Macbeth - The Power of Spittle

We were told that the Chicago Shakespeare Theatre's version of Macbeth was for mature audiences. What this meant was blood and bare breasts. Also guns. And crazy lights and set stuff and some smoke machines and see-through bath tubs and all sorts of other cool stuff.

Scottish accents? Kilts? No no, my friends, this was a modern adaptation set in a quasi-modern universe where soldiers wear fatigues, noblemen wear suits, and witches wear... stripper bondage gear. That's fine; it was like a Shakespeare action movie. And with the price of admission you certainly got your money's worth full of bangs, explosions, weird sound effects and nudity.

All in all, I had a very enjoyable evening at the theatre and found the show to be thoroughly entertaining.

But when you're willingly strapping yourself in for some Shakespeare, you're going to want a little more than pretty staging. And for all the technical awesomeness, I feel like the shows focus was more on taking the story - we all know this one right? about a Scottish nobleman who murders his king and takes the throne only to flip his shit and get killed - and bringing it into the quasi-modern world and less on just telling the story.

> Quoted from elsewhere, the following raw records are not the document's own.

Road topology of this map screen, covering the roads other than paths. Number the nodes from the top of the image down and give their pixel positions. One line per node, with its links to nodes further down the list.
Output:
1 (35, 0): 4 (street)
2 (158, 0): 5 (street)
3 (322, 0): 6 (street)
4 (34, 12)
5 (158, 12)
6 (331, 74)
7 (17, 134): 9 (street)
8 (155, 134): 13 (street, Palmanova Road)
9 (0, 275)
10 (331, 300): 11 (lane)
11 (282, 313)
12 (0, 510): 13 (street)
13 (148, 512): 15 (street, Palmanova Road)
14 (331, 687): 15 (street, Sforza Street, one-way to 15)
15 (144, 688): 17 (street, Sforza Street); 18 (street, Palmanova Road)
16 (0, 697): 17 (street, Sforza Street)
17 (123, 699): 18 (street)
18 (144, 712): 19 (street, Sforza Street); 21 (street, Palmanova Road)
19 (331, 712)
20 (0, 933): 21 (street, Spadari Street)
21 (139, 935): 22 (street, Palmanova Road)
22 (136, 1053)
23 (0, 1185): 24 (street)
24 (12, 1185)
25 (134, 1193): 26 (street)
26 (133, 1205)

The actor who played Macbeth was technically very sound. He was sound in his stage fighting, certain in his movement and he had a strong stage presence. He enunciated his words to the point where he was spitting after every consonant. I was sitting second row on the side of the stage and could see every molecule of saliva leave his lips, fly through the air and then land splattering against the stage. He enunciated so much it was actually distracting to me.

But at the end of the show I didn't really care for the character. I felt no real bond between him and Lady Macbeth (who, by the way, was excellent apart from being complicit in this lack of a bond). I heard every word he said clearly, but in my gut I didn't understand him and I didn't sympathise with him because I didn't feel like he had been torn or felt any remorse or any of the conflicting emotions that would have made him human to me.

So at the end, I started asking myself 'why?' Why should I care about this guy? Why did he betray the king? And, while we're at it, why all the nudity and the blood? Never thought I'd ask that particular question but I did. And, while we're at it, why are we bringing this play into the modern world? What's the point? What do we gain?

In the last act of the show, Lady Macbeth has committed suicide. She is naked in the see-through bathtub, ass displayed prominently towards the audience through bloody bathwater. Next to the bathtub sits Macbeth. He stares out at the audience and, stone faced, proceeds to recite the 'sound and fury' monologue with spittle flying through the air. There he sits, competing with a naked bloody ass, speaking every syllable but the sum of syllables signifying nothing.

That scene was more or less the experience in a nutshell.

1 comment:

Crump said...

"What's the point? What do we gain?"

I ask these same questions every time I see or even hear about a modern adaptation of pretty much any play.